## What you need to do
Omit every picture and write out the rest of the records exactly.

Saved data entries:
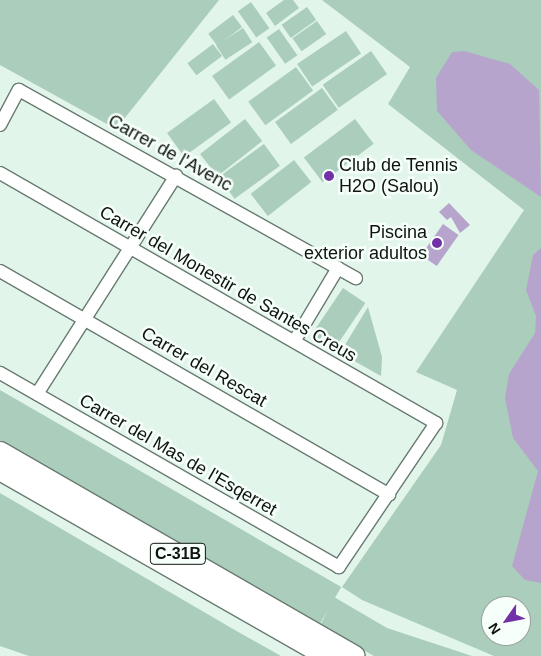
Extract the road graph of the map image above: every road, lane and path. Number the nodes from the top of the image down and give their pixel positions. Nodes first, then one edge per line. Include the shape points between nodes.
1 (0, 125) edge
2 (0, 174) edge
3 (176, 176) junction
4 (130, 249) junction
5 (338, 268) junction
6 (0, 271) edge
7 (356, 278) dead end
8 (84, 319) junction
9 (295, 340) junction
10 (0, 373) edge
11 (37, 394) junction
12 (0, 452) edge
13 (0, 470) edge
14 (389, 495) junction
15 (326, 656) edge
16 (355, 656) edge

1 - 3 street, Carrer de l'Avenc via 20,90
2 - 4 street, Carrer del Monestir de Santes Creus
3 - 4 street
3 - 5 street, Carrer de l'Avenc
4 - 8 street
4 - 9 street, Carrer del Monestir de Santes Creus
5 - 7 street, Carrer de l'Avenc
5 - 9 street
6 - 8 street, Carrer del Rescat
8 - 11 street
8 - 14 street, Carrer del Rescat
9 - 14 street, Carrer del Monestir de Santes Creus via 436,423
10 - 11 street, Carrer del Mas de l'Esqerret
11 - 14 street, Carrer del Mas de l'Esqerret via 339,567
12 - 16 highway, C-31B
13 - 15 highway, C-31B

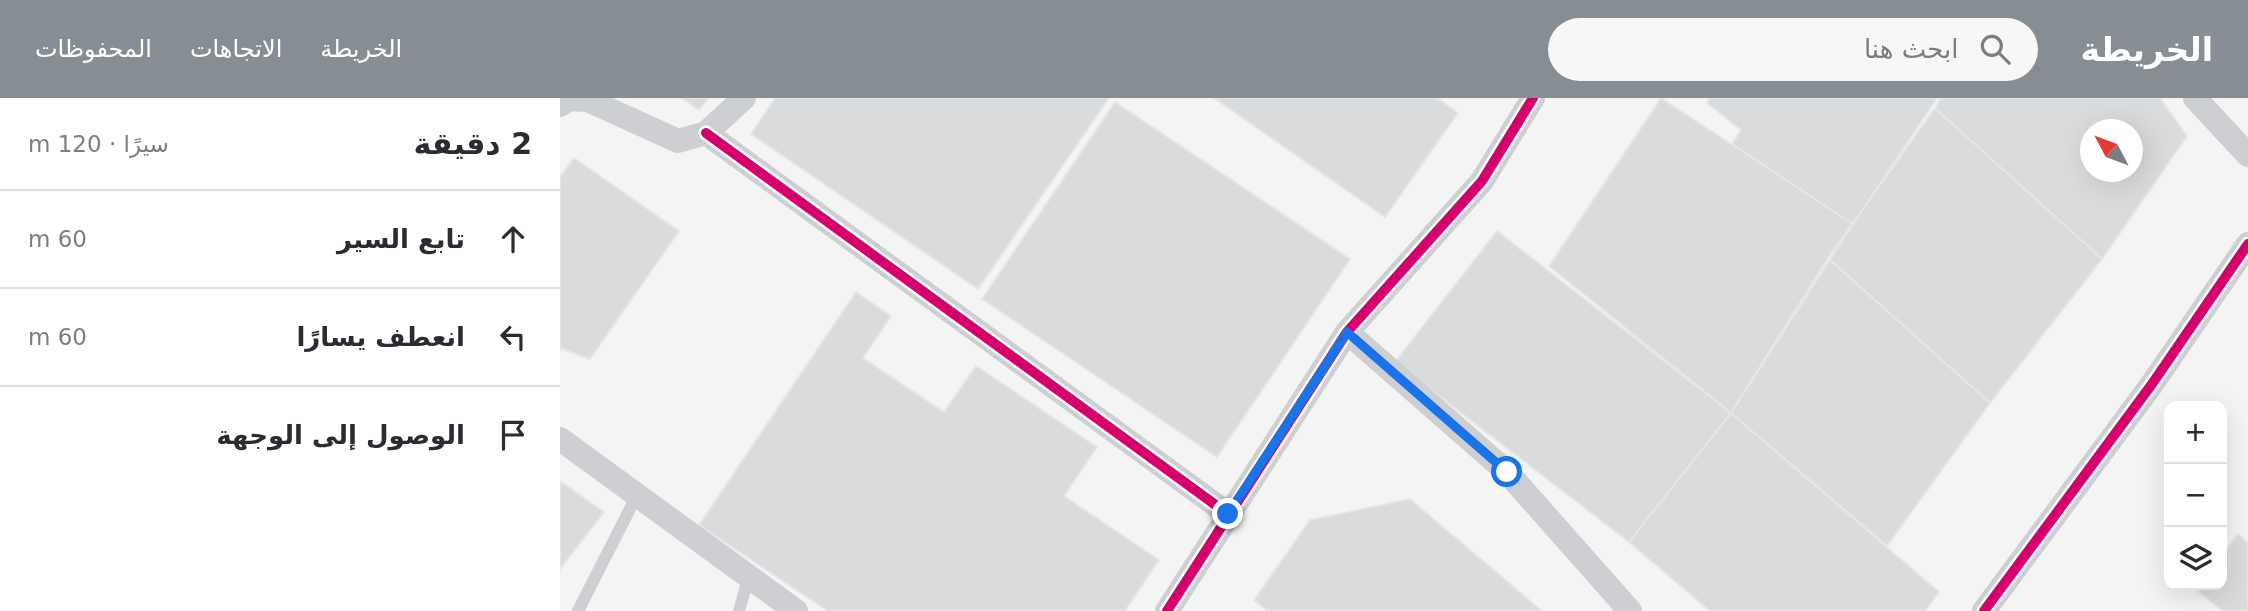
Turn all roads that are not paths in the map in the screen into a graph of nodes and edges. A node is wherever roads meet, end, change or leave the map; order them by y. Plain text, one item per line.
1 (744, 98) edge
2 (1533, 98) edge
3 (2195, 98) edge
4 (560, 105) edge
5 (706, 133) junction
6 (2248, 155) edge
7 (2248, 244) edge
8 (1347, 332) junction
9 (560, 439) edge
10 (637, 495) junction
11 (1228, 514) junction
12 (749, 576) junction
13 (578, 611) edge
14 (739, 611) edge
15 (796, 611) edge
16 (1167, 611) edge
17 (1630, 611) edge
18 (1984, 611) edge

1 - 5 street
2 - 8 street
3 - 6 street
4 - 5 street
5 - 11 street
7 - 18 street
8 - 11 street
8 - 17 street
9 - 10 street
10 - 12 street
10 - 13 lane
11 - 16 street
12 - 14 lane
12 - 15 street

## Result for this exercise
Extract the road graph of the map image above: every road, lane and path. Number the nodes from the top of the image down and give their pixel positions. Nodes first, then one edge per line. Include the shape points between nodes.
1 (0, 125) edge
2 (0, 174) edge
3 (176, 176) junction
4 (130, 249) junction
5 (338, 268) junction
6 (0, 271) edge
7 (356, 278) dead end
8 (84, 319) junction
9 (295, 340) junction
10 (0, 373) edge
11 (37, 394) junction
12 (0, 452) edge
13 (0, 470) edge
14 (389, 495) junction
15 (326, 656) edge
16 (355, 656) edge

1 - 3 street, Carrer de l'Avenc via 20,90
2 - 4 street, Carrer del Monestir de Santes Creus
3 - 4 street
3 - 5 street, Carrer de l'Avenc
4 - 8 street
4 - 9 street, Carrer del Monestir de Santes Creus
5 - 7 street, Carrer de l'Avenc
5 - 9 street
6 - 8 street, Carrer del Rescat
8 - 11 street
8 - 14 street, Carrer del Rescat
9 - 14 street, Carrer del Monestir de Santes Creus via 436,423
10 - 11 street, Carrer del Mas de l'Esqerret
11 - 14 street, Carrer del Mas de l'Esqerret via 339,567
12 - 16 highway, C-31B
13 - 15 highway, C-31B

Turn all roads that are not paths in the map in the screen into a graph of nodes and edges. A node is wherever roads meet, end, change or leave the map; order them by y. Plain text, one item per line.
1 (744, 98) edge
2 (1533, 98) edge
3 (2195, 98) edge
4 (560, 105) edge
5 (706, 133) junction
6 (2248, 155) edge
7 (2248, 244) edge
8 (1347, 332) junction
9 (560, 439) edge
10 (637, 495) junction
11 (1228, 514) junction
12 (749, 576) junction
13 (578, 611) edge
14 (739, 611) edge
15 (796, 611) edge
16 (1167, 611) edge
17 (1630, 611) edge
18 (1984, 611) edge

1 - 5 street
2 - 8 street
3 - 6 street
4 - 5 street
5 - 11 street
7 - 18 street
8 - 11 street
8 - 17 street
9 - 10 street
10 - 12 street
10 - 13 lane
11 - 16 street
12 - 14 lane
12 - 15 street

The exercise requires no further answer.